PROJECT SUMMARY Hepatocellular Carcinoma (HCC) is a devastating and prevalent cancer of the liver with high rates of mortality. Major risk factors include chronic viral infection (hepatitis B or C), fatty liver disease, alcohol use, and exposure to environmental toxins. An independent risk factor is a family history of HCC in a first degree relative, which raises the risk by more than 2.5-fold. However, despite evidence of familial risk, few links to hereditary cancer syndromes have been identified. It is also not clear whether inherited gene mutations play a pathogenic role in HCC development, or whether they could be used to guide treatment. We have pioneered an investigation into inherited (i.e. germline) genetic factors associated with HCC. We have prospectively enrolled 220 patients with HCC from our medical center for clinical-grade genetic testing. We have recorded the details of their personal and family cancer history, risk factors, and outcomes. In our pilot analysis, we found a surprisingly high rate of pathogenic germline mutations in cancer-associated genes in patients with HCC, including numerous mutations in DNA damage response genes required for homologous repair (HR-DDR). In Aim 1, we will conduct a genetic association study that is powered to detect clinically meaningful germline mutations linked to HCC, and we will examine whether hereditary cancer syndromes are more common in persons who developed early onset HCC or have a family history of cancer. In Aim 2, we will explore the mechanism of HCC arising from defects in HR- DDR genes, and determine the implications for targeted therapies. These unique studies of the hereditary genetics of HCC have the potential to personalize therapies for the subset of patients with hereditary cancer syndromes. We have assembled a team of experts in HCC, hereditary genetics, and animal models to complete this investigation. This study has the potential to shape the care of patients with HCC in the US and worldwide.

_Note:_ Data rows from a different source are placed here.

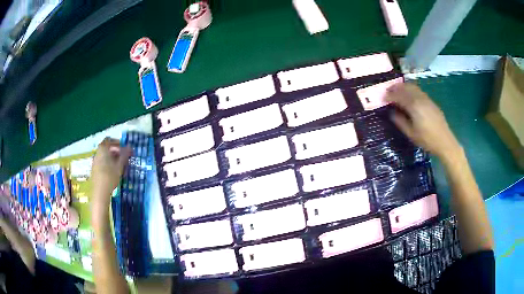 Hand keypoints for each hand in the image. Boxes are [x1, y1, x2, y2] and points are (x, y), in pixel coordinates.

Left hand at [91, 138, 131, 207]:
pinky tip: (114, 172)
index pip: (110, 140)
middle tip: (124, 157)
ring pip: (105, 156)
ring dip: (112, 158)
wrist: (100, 192)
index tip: (124, 148)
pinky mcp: (94, 169)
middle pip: (107, 148)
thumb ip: (124, 155)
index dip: (118, 142)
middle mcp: (97, 153)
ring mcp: (95, 161)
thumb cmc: (110, 176)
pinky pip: (102, 162)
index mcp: (103, 149)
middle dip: (116, 151)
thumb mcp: (119, 166)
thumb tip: (130, 147)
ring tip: (120, 166)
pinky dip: (108, 163)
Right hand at [385, 83, 460, 159]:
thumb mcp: (411, 134)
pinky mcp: (430, 101)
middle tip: (387, 91)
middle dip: (395, 88)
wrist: (445, 141)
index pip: (398, 96)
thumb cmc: (427, 140)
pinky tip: (408, 94)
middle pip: (405, 88)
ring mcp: (426, 98)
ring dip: (403, 87)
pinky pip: (418, 90)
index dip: (389, 96)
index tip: (382, 97)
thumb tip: (391, 113)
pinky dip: (410, 89)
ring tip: (396, 90)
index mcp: (414, 106)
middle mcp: (420, 99)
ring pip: (412, 87)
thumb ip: (400, 121) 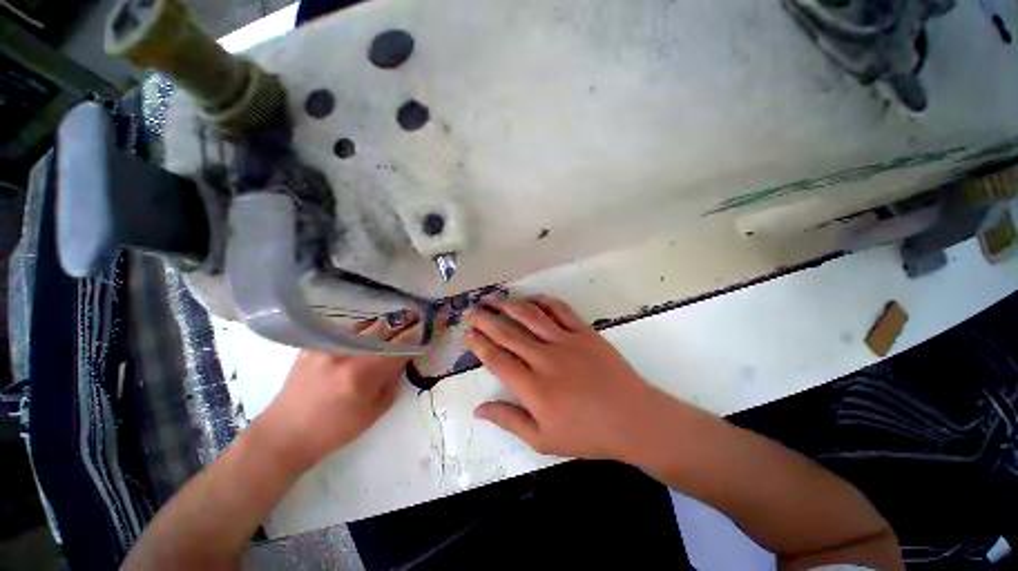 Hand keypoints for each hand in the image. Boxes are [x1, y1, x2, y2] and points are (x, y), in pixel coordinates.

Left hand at [256, 319, 421, 468]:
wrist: (284, 435)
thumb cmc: (333, 430)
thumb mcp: (373, 413)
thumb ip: (392, 383)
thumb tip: (400, 363)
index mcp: (362, 373)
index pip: (399, 348)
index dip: (416, 341)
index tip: (425, 337)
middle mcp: (345, 352)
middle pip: (383, 331)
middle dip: (400, 330)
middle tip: (410, 329)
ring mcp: (326, 346)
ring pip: (364, 327)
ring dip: (380, 330)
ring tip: (386, 333)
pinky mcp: (312, 345)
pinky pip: (343, 332)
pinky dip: (357, 332)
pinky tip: (360, 338)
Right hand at [464, 296, 671, 460]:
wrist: (633, 419)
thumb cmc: (587, 434)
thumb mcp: (543, 439)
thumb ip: (508, 421)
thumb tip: (478, 408)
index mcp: (533, 387)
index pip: (497, 359)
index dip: (478, 344)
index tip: (467, 334)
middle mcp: (545, 358)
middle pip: (508, 333)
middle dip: (485, 320)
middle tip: (470, 311)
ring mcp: (566, 341)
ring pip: (530, 316)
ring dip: (509, 305)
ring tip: (493, 298)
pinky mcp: (584, 332)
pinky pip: (561, 310)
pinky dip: (544, 302)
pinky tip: (532, 298) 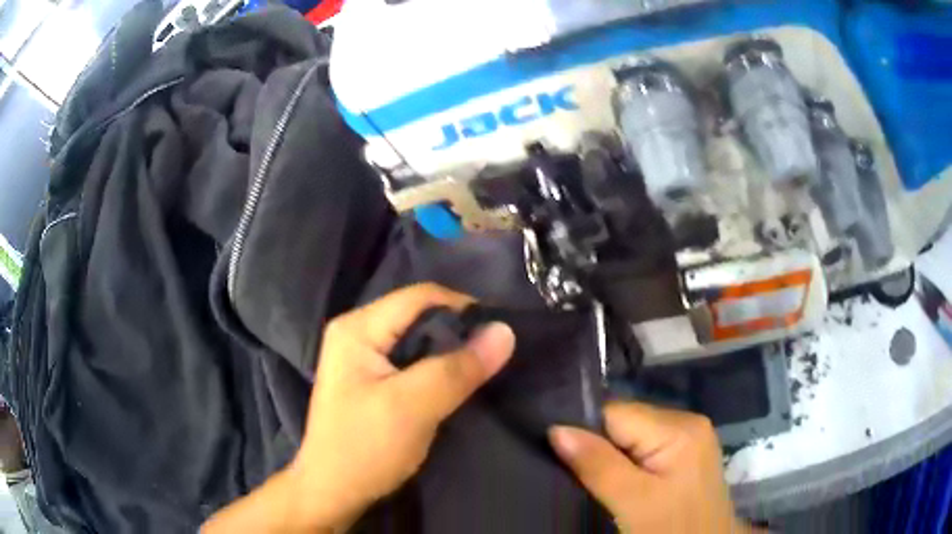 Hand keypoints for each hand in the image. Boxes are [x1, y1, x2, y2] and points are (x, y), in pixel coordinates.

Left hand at [203, 284, 515, 532]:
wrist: (333, 492)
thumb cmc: (366, 448)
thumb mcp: (414, 406)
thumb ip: (458, 368)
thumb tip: (506, 331)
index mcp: (357, 328)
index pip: (420, 296)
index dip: (463, 308)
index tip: (499, 333)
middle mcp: (357, 332)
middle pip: (418, 315)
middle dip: (458, 331)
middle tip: (494, 353)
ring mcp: (362, 357)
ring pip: (417, 340)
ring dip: (449, 352)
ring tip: (482, 367)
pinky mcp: (371, 380)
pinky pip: (412, 361)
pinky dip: (437, 368)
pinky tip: (456, 382)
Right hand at [549, 402, 754, 533]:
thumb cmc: (672, 528)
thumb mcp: (632, 502)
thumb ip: (597, 464)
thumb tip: (556, 429)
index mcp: (679, 428)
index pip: (615, 413)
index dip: (585, 432)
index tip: (561, 456)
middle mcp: (687, 420)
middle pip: (625, 421)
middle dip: (600, 446)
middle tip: (580, 477)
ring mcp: (690, 436)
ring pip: (633, 435)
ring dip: (612, 456)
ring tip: (600, 481)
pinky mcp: (687, 452)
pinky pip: (646, 445)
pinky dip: (628, 461)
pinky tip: (622, 481) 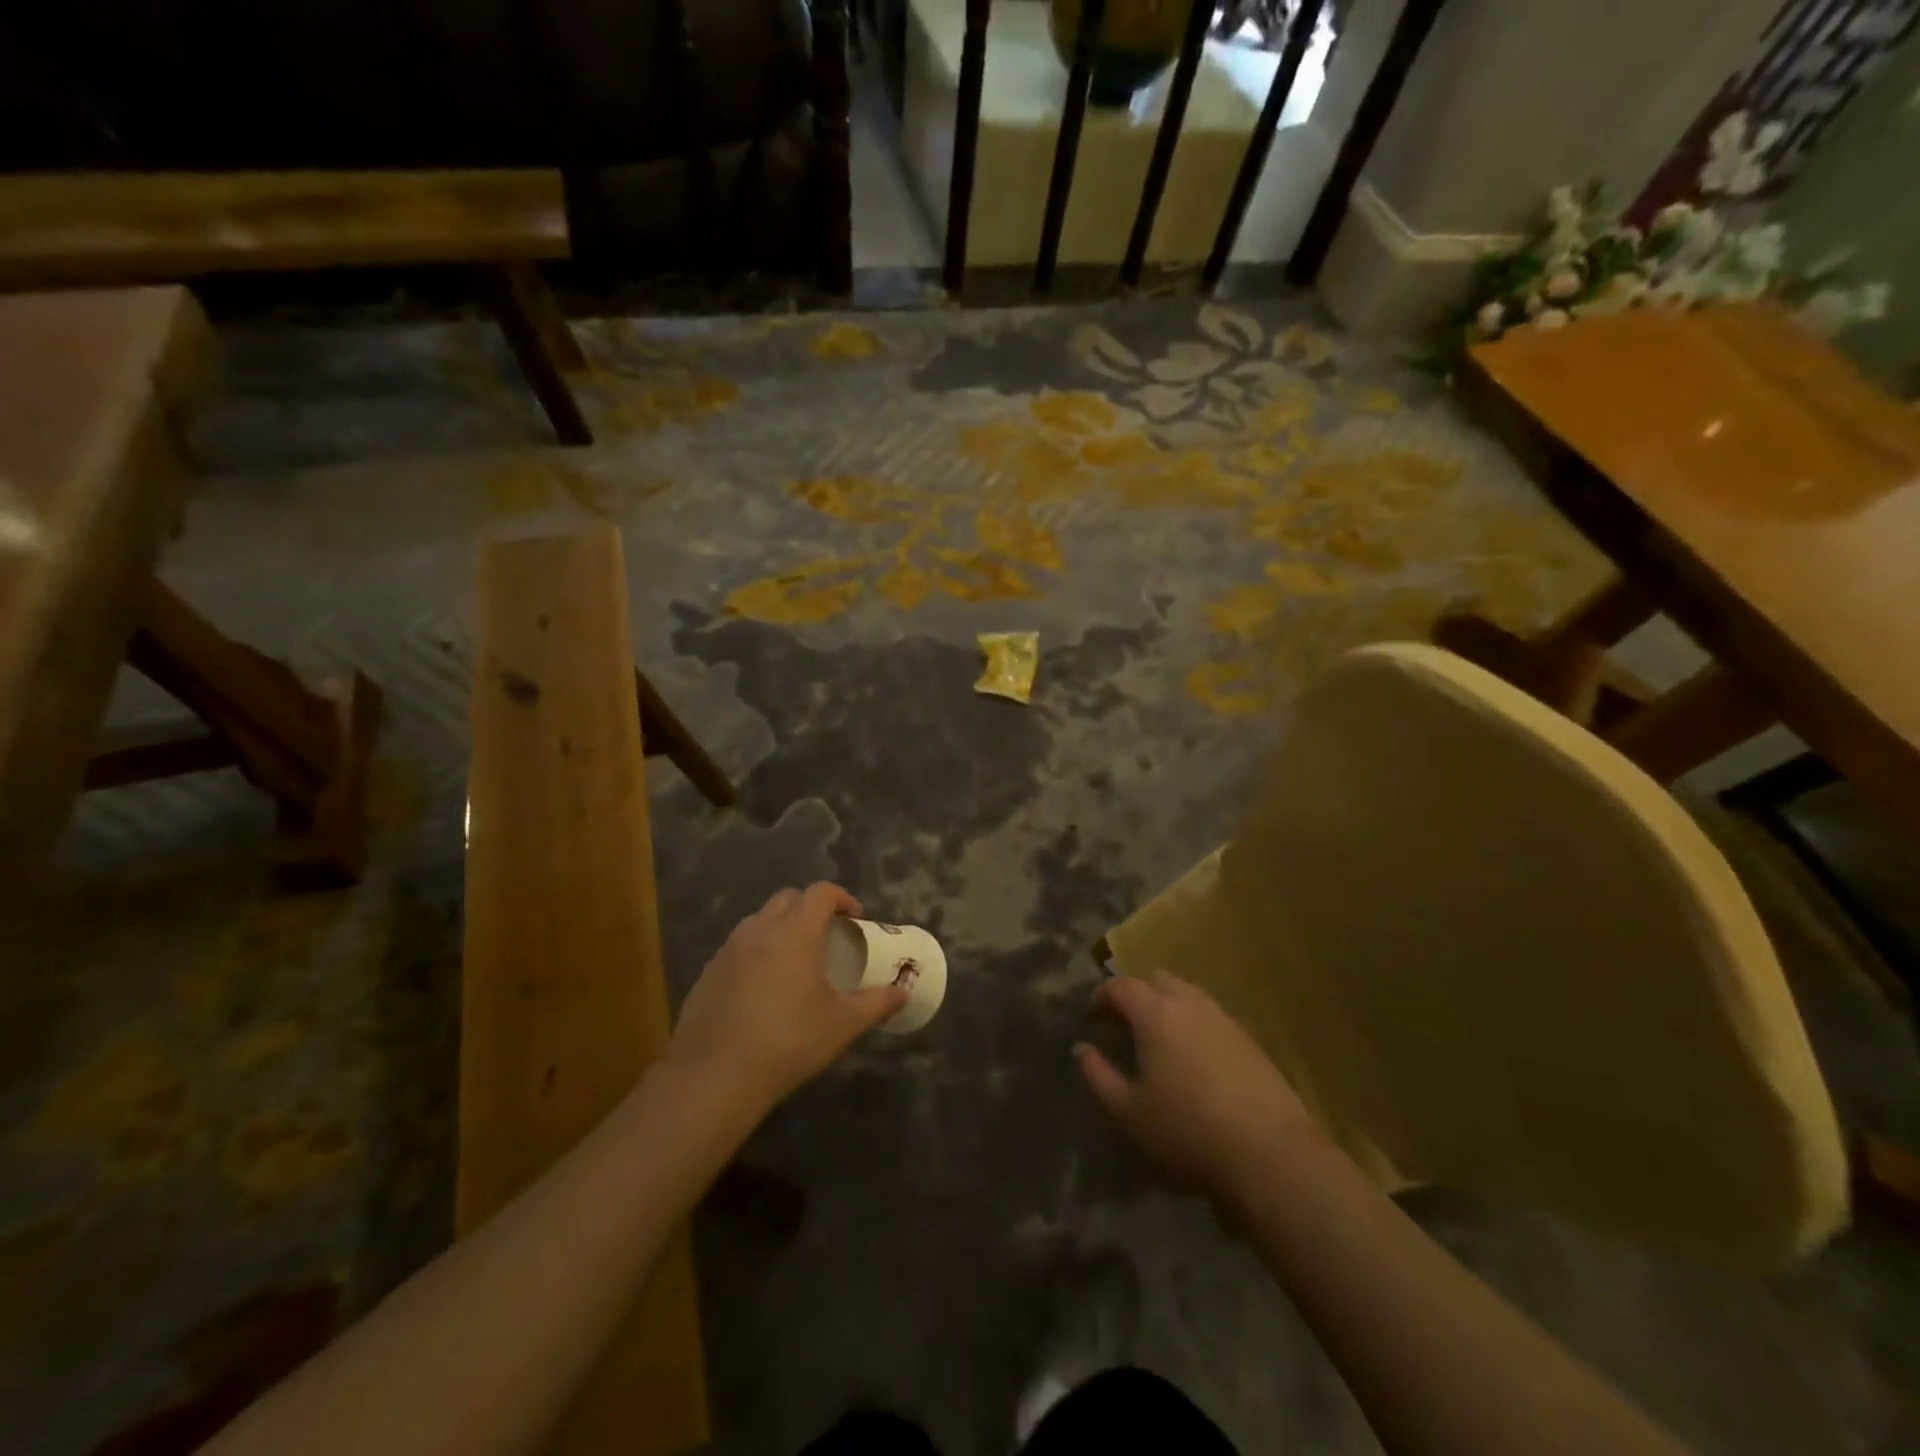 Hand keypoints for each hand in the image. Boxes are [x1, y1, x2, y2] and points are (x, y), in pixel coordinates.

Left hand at [668, 883, 906, 1113]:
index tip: (856, 919)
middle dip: (811, 908)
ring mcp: (728, 950)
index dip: (842, 898)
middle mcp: (759, 930)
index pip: (820, 893)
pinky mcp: (708, 973)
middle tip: (828, 935)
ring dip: (781, 927)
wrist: (713, 1077)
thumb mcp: (841, 1025)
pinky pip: (738, 948)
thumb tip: (903, 993)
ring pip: (759, 921)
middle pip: (788, 898)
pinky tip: (763, 989)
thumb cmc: (788, 1042)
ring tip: (796, 960)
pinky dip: (757, 952)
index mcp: (794, 933)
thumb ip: (875, 1004)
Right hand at [1076, 971, 1317, 1206]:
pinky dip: (1194, 1025)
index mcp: (1155, 1012)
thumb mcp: (1129, 1110)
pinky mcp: (1250, 1040)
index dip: (1102, 997)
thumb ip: (1098, 1075)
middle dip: (1137, 994)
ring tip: (1161, 1042)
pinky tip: (1195, 1061)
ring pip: (1188, 995)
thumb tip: (1082, 1049)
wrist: (1269, 1153)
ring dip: (1168, 1007)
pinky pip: (1212, 1017)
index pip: (1120, 986)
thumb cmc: (1187, 1130)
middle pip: (1157, 979)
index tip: (1094, 1019)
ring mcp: (1224, 1019)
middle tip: (1127, 1025)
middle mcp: (1190, 1003)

项目概要 肝细胞癌（HCC）是一种破坏性且普遍的肝癌，死亡率很高。 主要危险因素包括慢性病毒感染（乙型或丙型肝炎）、脂肪肝、饮酒和暴露 对环境毒素。一个独立的危险因素是一级亲属有 HCC 家族史，其中 风险增加2.5倍以上。然而，尽管有证据表明存在家族风险，但与遗传性癌症的联系很少 综合症已被确定。目前还不清楚遗传性基因突变是否在疾病中发挥致病作用。 HCC 的发展，或者它们是否可以用来指导治疗。我们率先开展了一项调查 与 HCC 相关的遗传（即种系）遗传因素。我们前瞻性地招募了 220 名患有以下疾病的患者： 来自我们医疗中心的 HCC 临床级基因检测。我们已经记录了他们的个人详细信息 以及家族癌症史、危险因素和结果。在我们的试点分析中，我们发现了惊人的高比率 HCC 患者癌症相关基因的致病性种系突变，包括多种突变 同源修复所需的 DNA 损伤反应基因 (HR-DDR)。在目标 1 中，我们将进行遗传 关联研究旨在检测与 HCC 相关的具有临床意义的种系突变，我们将 检查遗传性癌症综合征在早发性 HCC 患者中是否更常见 或有癌症家族史。在目标 2 中，我们将探讨 HR 缺陷引起 HCC 的机制。 DDR 基因，并确定对靶向治疗的影响。这些独特的遗传研究 HCC 遗传学有可能为遗传性癌症患者提供个性化治疗 综合症。我们组建了 HCC、遗传遗传学和动物模型方面的专家团队来完成 这项调查。这项研究有可能影响美国和全世界 HCC 患者的护理。